The regulators are supplied by a MARATON system (Magnet field- and Radiation Tolerant New Power Supply System), which is a low noise and low ripple modular power supply system developed for being located in hostile (radiation and magnetic field) environments.

As shown in the figure it consists of three separate parts:

• Power modules, located in the cavern, which are supplied by a high DC voltage, which they convert into the nominal voltages needed by the service boxes.

• The AD/DC + APFC board, located in the counting house, which provide the DC supply for the power modules and the Active Power Factor Correction (for EMC issue).

• The Control + auxiliary power supply board, located in the counting house, also used for monitoring.

AC/DC+APFC and control boards are not tolerant to radiation and magnetic field, so they are located in the safe area of the counting house. For this reason, the settings of the modules output Voltage, Current Limit and the maximum module voltage is done by manually trimming of a potentiomer in the power modules. Limited remote control will be available for ON/OFF channel switching and for monitoring some relevant status signals. A 72-line shielded cable is needed between each MARATON crate (containing 6 power modules) and each control board for 36 differential signals.

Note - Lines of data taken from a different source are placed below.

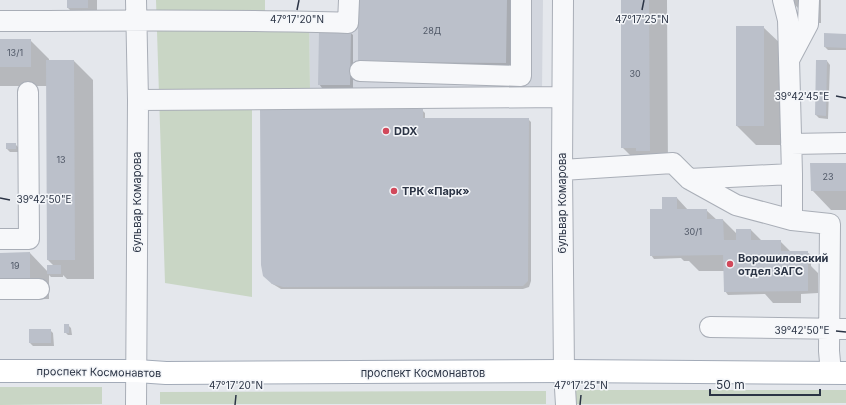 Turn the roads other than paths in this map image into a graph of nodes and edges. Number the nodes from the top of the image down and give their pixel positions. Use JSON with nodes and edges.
{"nodes":[{"id":1,"x":136,"y":0,"type":"edge"},
{"id":2,"x":349,"y":0,"type":"edge"},
{"id":3,"x":521,"y":0,"type":"edge"},
{"id":4,"x":563,"y":0,"type":"edge"},
{"id":5,"x":783,"y":0,"type":"edge"},
{"id":6,"x":808,"y":0,"type":"edge"},
{"id":7,"x":0,"y":21,"type":"edge"},
{"id":8,"x":137,"y":21,"type":"junction"},
{"id":9,"x":789,"y":60,"type":"junction"},
{"id":10,"x":360,"y":71,"type":"dead end"},
{"id":11,"x":28,"y":92,"type":"dead end"},
{"id":12,"x":562,"y":97,"type":"junction"},
{"id":13,"x":138,"y":100,"type":"junction"},
{"id":14,"x":846,"y":143,"type":"edge"},
{"id":15,"x":791,"y":144,"type":"junction"},
{"id":16,"x":562,"y":170,"type":"junction"},
{"id":17,"x":792,"y":174,"type":"junction"},
{"id":18,"x":690,"y":180,"type":"junction"},
{"id":19,"x":792,"y":220,"type":"junction"},
{"id":20,"x":838,"y":224,"type":"edge"},
{"id":21,"x":0,"y":239,"type":"edge"},
{"id":22,"x":0,"y":289,"type":"edge"},
{"id":23,"x":39,"y":289,"type":"dead end"},
{"id":24,"x":710,"y":327,"type":"dead end"},
{"id":25,"x":838,"y":329,"type":"edge"},
{"id":26,"x":0,"y":371,"type":"edge"},
{"id":27,"x":137,"y":371,"type":"junction"},
{"id":28,"x":564,"y":371,"type":"junction"},
{"id":29,"x":838,"y":373,"type":"edge"},
{"id":30,"x":136,"y":405,"type":"edge"},
{"id":31,"x":566,"y":405,"type":"edge"}],
"edges":[{"from":1,"to":8,"type":"street","name":"бульвар Комарова"},
{"from":2,"to":8,"type":"street"},
{"from":3,"to":10,"type":"street"},
{"from":4,"to":12,"type":"street","name":"бульвар Комарова"},
{"from":5,"to":9,"type":"street"},
{"from":6,"to":9,"type":"street"},
{"from":7,"to":8,"type":"street"},
{"from":8,"to":13,"type":"street","name":"бульвар Комарова"},
{"from":9,"to":15,"type":"street"},
{"from":11,"to":21,"type":"street"},
{"from":12,"to":13,"type":"street"},
{"from":12,"to":16,"type":"street","name":"бульвар Комарова"},
{"from":13,"to":27,"type":"street","name":"бульвар Комарова"},
{"from":14,"to":15,"type":"street"},
{"from":15,"to":17,"type":"street"},
{"from":16,"to":18,"type":"street"},
{"from":16,"to":28,"type":"street","name":"бульвар Комарова"},
{"from":17,"to":18,"type":"street"},
{"from":17,"to":19,"type":"street"},
{"from":18,"to":19,"type":"street"},
{"from":19,"to":20,"type":"street"},
{"from":20,"to":25,"type":"street"},
{"from":22,"to":23,"type":"street"},
{"from":24,"to":25,"type":"street"},
{"from":25,"to":29,"type":"street"},
{"from":26,"to":27,"type":"main road","name":"проспект Космонавтов"},
{"from":27,"to":28,"type":"main road","name":"проспект Космонавтов"},
{"from":27,"to":30,"type":"street","name":"бульвар Комарова"},
{"from":28,"to":29,"type":"main road","name":"проспект Космонавтов"},
{"from":28,"to":31,"type":"street","name":"бульвар Комарова"}]} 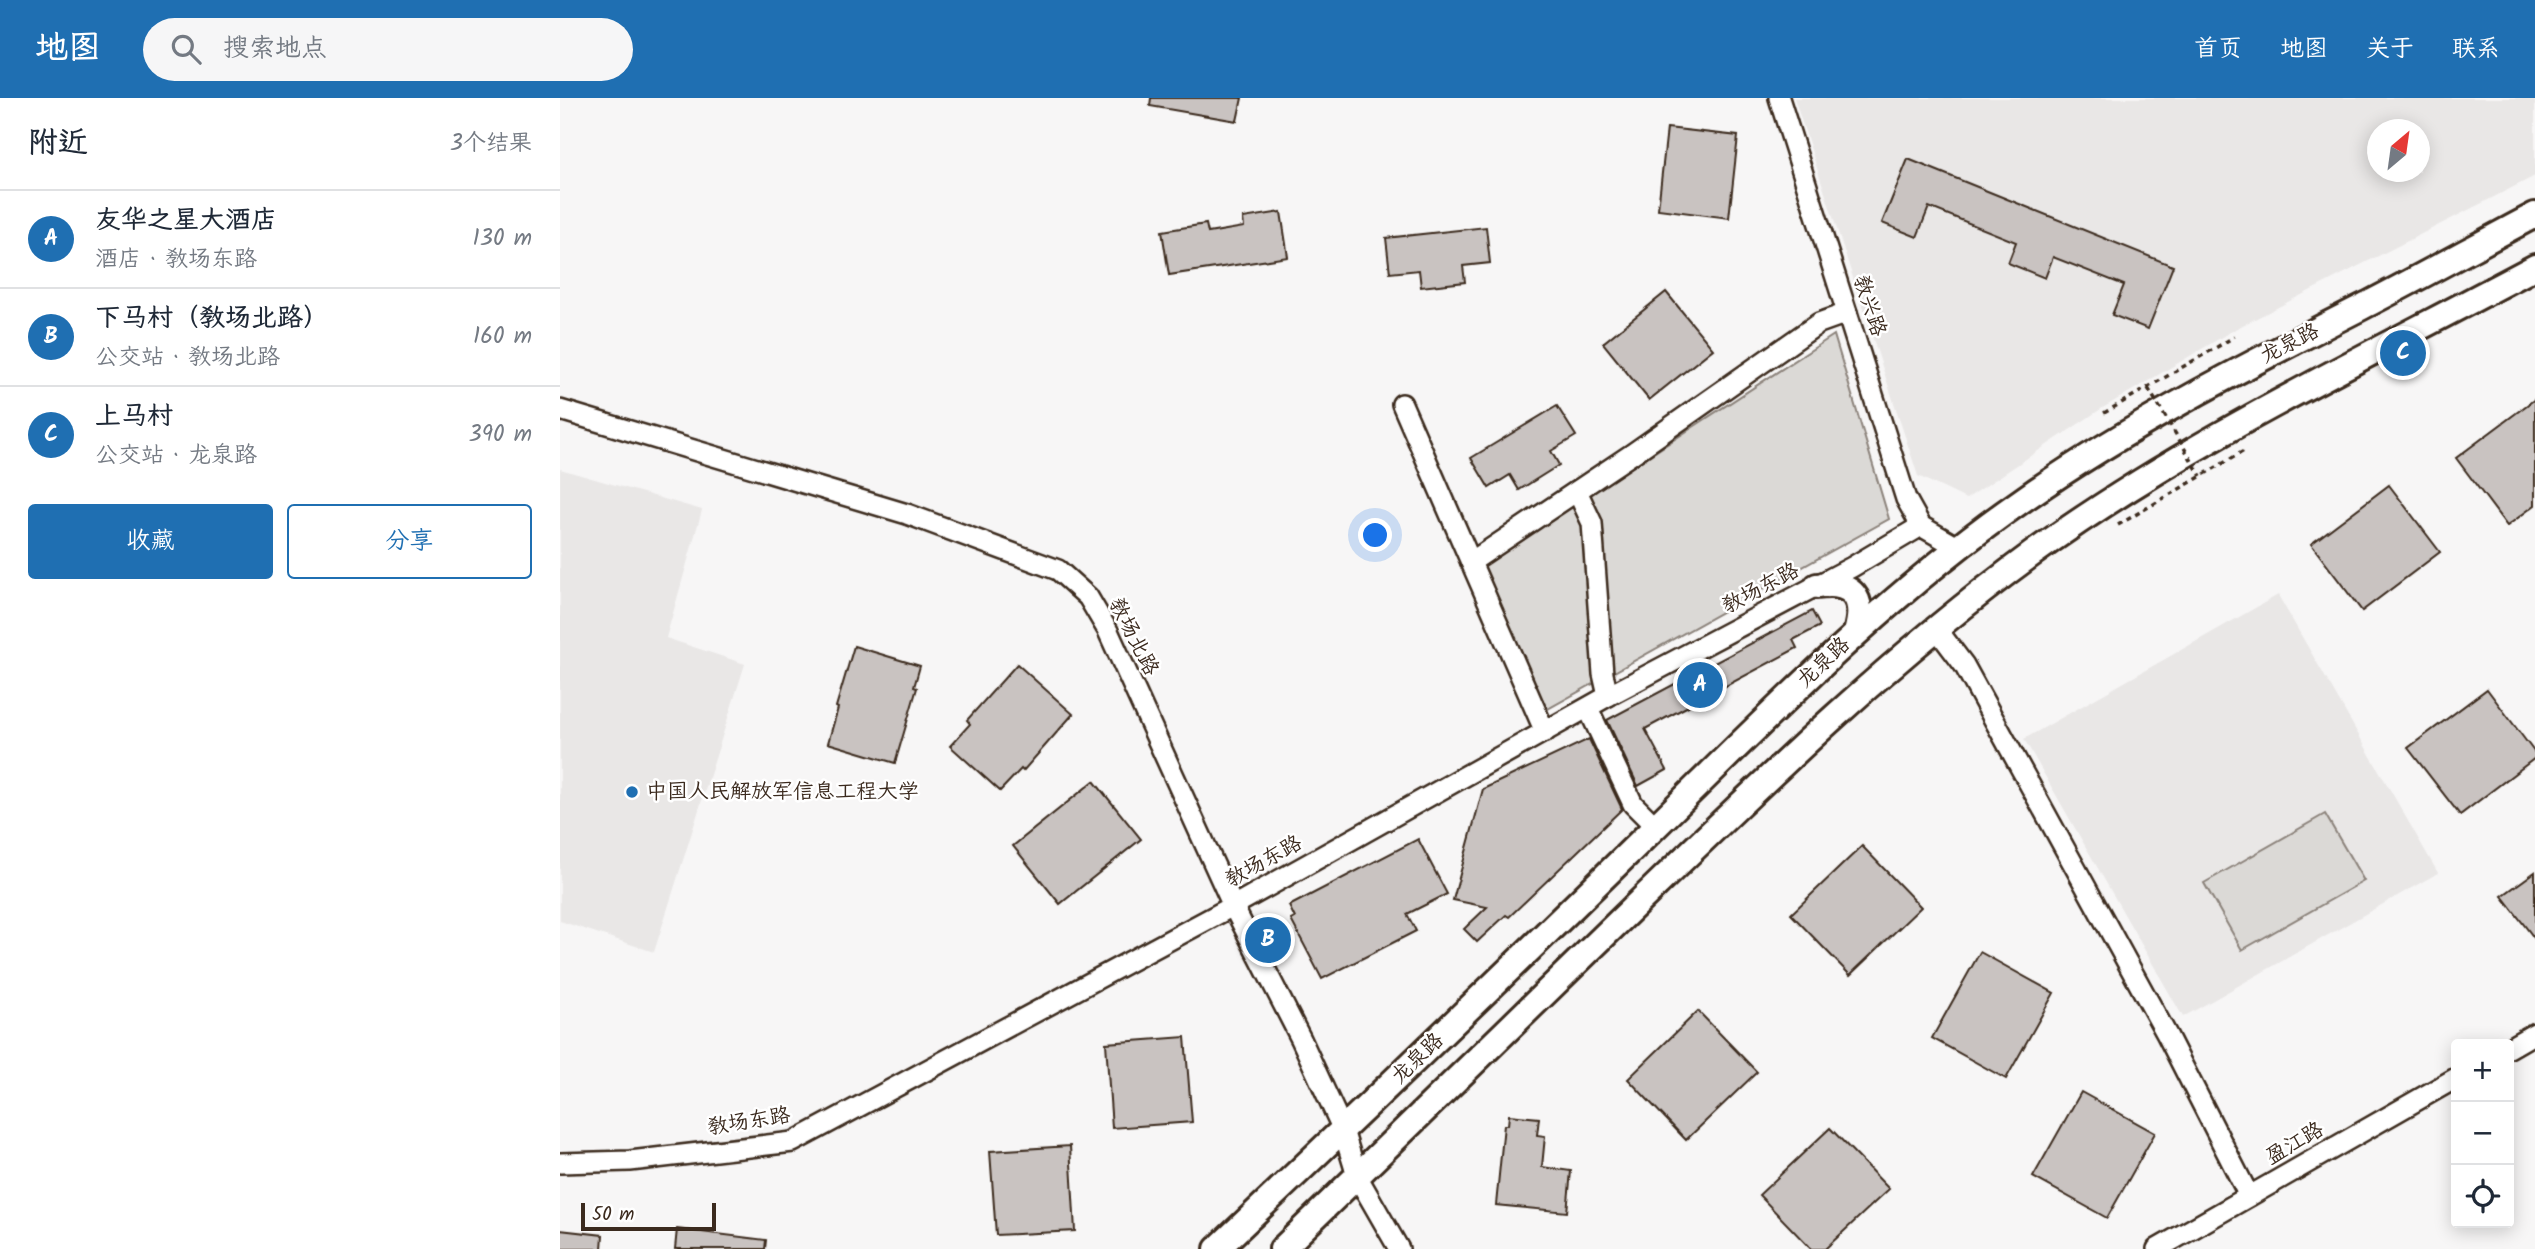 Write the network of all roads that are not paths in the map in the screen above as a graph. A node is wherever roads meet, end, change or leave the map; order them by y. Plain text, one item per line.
1 (1779, 98) edge
2 (2535, 215) edge
3 (2535, 267) edge
4 (1847, 313) junction
5 (1402, 404) dead end
6 (560, 410) edge
7 (1577, 491) junction
8 (1921, 526) junction
9 (1959, 548) junction
10 (1471, 562) junction
11 (1817, 586) junction
12 (1936, 628) junction
13 (1856, 633) junction
14 (1608, 696) junction
15 (1588, 708) junction
16 (1545, 732) junction
17 (1656, 827) junction
18 (1233, 906) junction
19 (2535, 1033) edge
20 (2514, 1045) edge
21 (2451, 1081) edge
22 (1343, 1129) junction
23 (560, 1163) edge
24 (1357, 1176) junction
25 (2249, 1196) junction
26 (1217, 1249) edge
27 (1282, 1249) edge
28 (1399, 1249) edge
29 (2157, 1249) edge

1 - 4 street, 教兴路
2 - 9 main road, 龙泉路
3 - 12 main road, 龙泉路
4 - 7 street
4 - 8 street, 教兴路
5 - 10 street
6 - 18 street, 教场北路
7 - 10 street
7 - 14 street
8 - 9 street
8 - 11 street, 教场东路
9 - 13 main road, 龙泉路
10 - 16 street
11 - 13 main road
11 - 14 street, 教场东路
12 - 24 main road, 龙泉路
12 - 25 street
13 - 17 main road, 龙泉路
14 - 15 street, 教场东路
15 - 16 street, 教场东路
15 - 17 street
16 - 18 street, 教场东路
17 - 22 main road, 龙泉路
18 - 22 street, 教场北路
18 - 23 street, 教场东路
19 - 20 street
21 - 25 street, 盈江路
22 - 24 street, 教场北路
22 - 26 main road, 龙泉路
24 - 27 main road, 龙泉路
24 - 28 street, 教场北路
25 - 29 street, 盈江路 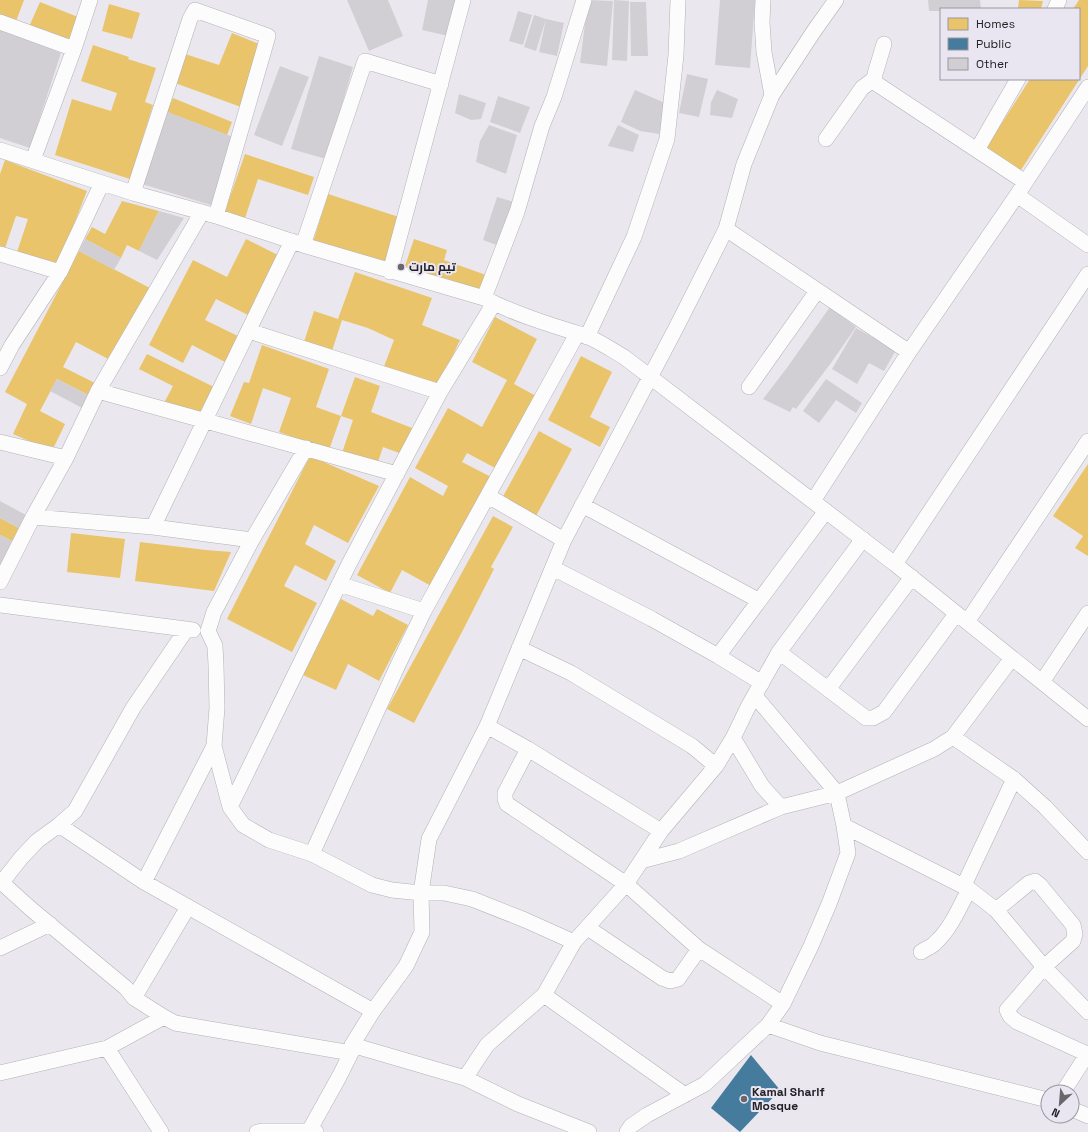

Power modules are located in hostile area, and have two floating channels each, with a channel to channel resistance greater than 10 kOhm, and a possible maximum channel to channel voltage of 100 V. These power modules are water cooled (air cooling is not possible since fans do not work properly in magnetic field environments) and all their inductive elements are completely shielded. Available modules that can be used and are of our interest are: 2-7V @ 40A (2x250W) and 5-15V @ 20A (2x300W).

According to the IT and TT power requirements[1][2] and following the MARATON architecture, the layout shown in the figure will be used.

For the IT the requirements are, on one hand, 12 double channel modules of 2-7V, which will supply the 2.5V electronics (hybrids and service box components). On the other hand, 12 double channel 5-15V modules will supply the 5V and 3.3V electronics in the service box. At the output of the 2-7V modules we would need about 5.5V, since we are supposing a dropout voltage of 2.5V in the regulators and a back and forth drop voltage about 0.5V in the cables (length about 20 m) that goes from the MARATON power crates to the service boxes. Using the same reasoning, at the output of the 5-15V modules we would need about 8V. The number of MARATON crates needed for the IT is 4, which implies that 4 AC/DC + APFC boards and 4 Control and Monitoring boards are also needed.

For the TT the requirements are quite similar. The number of power modules needed for each type is 10, and the output voltage of the power modules should be set to a higher value (near 1V), since the drop voltage in the cables will be higher due to the greater current consumption of TT service boxes.